The fragmentation of Detroit's transit system, which is currently served by the Detroit Department of Transportation within city limits and the suburban SMART bus system outside, is a major culprit of the region's poor transit service.

This is the twenty-fourth time over the last few decades state leaders have attempted to create a regional transit system for greater Detroit, and it seems like this proposal could go the distance. Yesterday, the Michigan Senate gave its support to plans for an RTA, setting aside some vehicle registration fees toward the goal.

The Michigan House of Representatives this morning heard testimony on legislation that would open the door for an RTA. Supporters told representatives that passage is a top priority of Michigan Governor Rick Snyder. A representative of the suburban SMART transit system said that for every public dollar devoted to transit  in southeast Michigan, the region could expect to reap as much as eight dollars in added private investment.

Megan Owens of the group Transit Riders United said the House is not expected to decide the matter until next week. But where past attempts have been thwarted by suburban-urban tensions, Owens is feeling hopeful that this time a regional system will prevail, thanks to the broad coalition that advocates have built.

"We’ve never gotten this close," she told Streetsblog. "It’s not often you can get the Detroit leadership and the Detroit churches to get together and agree with the suburban leadership and millionaires from the business community."

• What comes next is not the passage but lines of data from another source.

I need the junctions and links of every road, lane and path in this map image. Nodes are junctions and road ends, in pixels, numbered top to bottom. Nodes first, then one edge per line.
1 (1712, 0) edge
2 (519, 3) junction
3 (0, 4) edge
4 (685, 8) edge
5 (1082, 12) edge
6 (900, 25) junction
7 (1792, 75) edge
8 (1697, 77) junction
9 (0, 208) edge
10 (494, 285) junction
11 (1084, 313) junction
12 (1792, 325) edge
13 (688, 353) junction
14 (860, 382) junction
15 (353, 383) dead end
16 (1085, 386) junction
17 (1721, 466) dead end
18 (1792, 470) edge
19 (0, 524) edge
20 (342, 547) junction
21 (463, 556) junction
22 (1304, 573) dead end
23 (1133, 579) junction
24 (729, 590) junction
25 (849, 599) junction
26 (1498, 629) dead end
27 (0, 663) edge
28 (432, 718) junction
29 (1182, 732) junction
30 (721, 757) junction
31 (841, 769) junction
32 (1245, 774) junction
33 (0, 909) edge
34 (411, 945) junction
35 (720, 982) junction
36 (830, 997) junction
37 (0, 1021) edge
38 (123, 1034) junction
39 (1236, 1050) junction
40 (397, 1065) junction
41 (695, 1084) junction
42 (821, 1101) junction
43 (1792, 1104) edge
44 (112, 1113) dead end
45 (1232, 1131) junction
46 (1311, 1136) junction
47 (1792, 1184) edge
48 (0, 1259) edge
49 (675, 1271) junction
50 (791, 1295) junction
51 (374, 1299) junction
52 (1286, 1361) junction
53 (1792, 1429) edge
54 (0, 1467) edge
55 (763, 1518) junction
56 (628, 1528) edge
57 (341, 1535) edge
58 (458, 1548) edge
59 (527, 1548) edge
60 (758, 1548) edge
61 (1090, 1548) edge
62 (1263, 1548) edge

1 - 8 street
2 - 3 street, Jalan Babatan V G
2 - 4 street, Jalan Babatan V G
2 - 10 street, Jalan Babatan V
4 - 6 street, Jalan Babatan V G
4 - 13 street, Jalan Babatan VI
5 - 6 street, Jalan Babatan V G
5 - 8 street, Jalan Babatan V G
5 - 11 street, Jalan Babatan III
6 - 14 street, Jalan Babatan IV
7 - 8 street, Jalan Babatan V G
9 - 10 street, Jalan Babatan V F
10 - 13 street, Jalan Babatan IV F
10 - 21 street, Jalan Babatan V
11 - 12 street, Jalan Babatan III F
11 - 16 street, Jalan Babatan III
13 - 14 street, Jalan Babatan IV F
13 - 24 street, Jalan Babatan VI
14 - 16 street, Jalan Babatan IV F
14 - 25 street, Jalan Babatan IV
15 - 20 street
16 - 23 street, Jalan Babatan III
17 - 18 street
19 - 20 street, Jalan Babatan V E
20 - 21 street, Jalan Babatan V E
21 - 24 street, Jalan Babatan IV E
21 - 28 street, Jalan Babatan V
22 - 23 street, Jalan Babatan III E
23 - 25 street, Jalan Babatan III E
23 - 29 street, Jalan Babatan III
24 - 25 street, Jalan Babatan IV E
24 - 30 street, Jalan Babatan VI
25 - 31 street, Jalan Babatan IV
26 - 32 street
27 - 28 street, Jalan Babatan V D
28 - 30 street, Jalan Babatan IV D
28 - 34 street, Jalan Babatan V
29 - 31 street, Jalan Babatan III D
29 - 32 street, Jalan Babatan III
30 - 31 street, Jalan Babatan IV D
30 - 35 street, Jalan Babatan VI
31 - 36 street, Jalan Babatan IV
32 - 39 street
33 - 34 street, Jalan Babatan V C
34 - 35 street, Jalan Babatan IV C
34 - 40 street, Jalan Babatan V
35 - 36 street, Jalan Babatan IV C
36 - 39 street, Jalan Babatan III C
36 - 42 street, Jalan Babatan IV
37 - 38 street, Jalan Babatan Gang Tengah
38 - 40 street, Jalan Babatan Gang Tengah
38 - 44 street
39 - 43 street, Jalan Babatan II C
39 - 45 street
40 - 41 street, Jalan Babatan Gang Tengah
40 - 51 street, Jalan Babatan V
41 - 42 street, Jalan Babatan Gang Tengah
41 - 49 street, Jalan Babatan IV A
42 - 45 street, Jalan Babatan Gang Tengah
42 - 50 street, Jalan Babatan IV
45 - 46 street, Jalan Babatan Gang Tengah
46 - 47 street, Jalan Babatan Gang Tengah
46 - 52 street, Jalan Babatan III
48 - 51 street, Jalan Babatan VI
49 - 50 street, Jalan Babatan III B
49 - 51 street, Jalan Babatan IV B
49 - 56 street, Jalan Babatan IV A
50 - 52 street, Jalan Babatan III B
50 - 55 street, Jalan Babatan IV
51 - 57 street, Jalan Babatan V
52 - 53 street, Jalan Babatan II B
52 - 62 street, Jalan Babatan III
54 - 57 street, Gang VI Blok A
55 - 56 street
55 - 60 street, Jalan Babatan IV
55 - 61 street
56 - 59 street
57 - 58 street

State and regional leaders have also been under pressure from the Federal Transit Administration to negotiate a merged system. Federal officials have said the region will not be eligible for $25 million in funds promised for light rail on Woodward Avenue, in the city's Midtown neighborhood, unless a regional transit system with a dedicated revenue source is created.

The Detroit News reported some fracturing among coalition groups yesterday. There are just a few weeks left to pass the legislation before state legislators go into recess.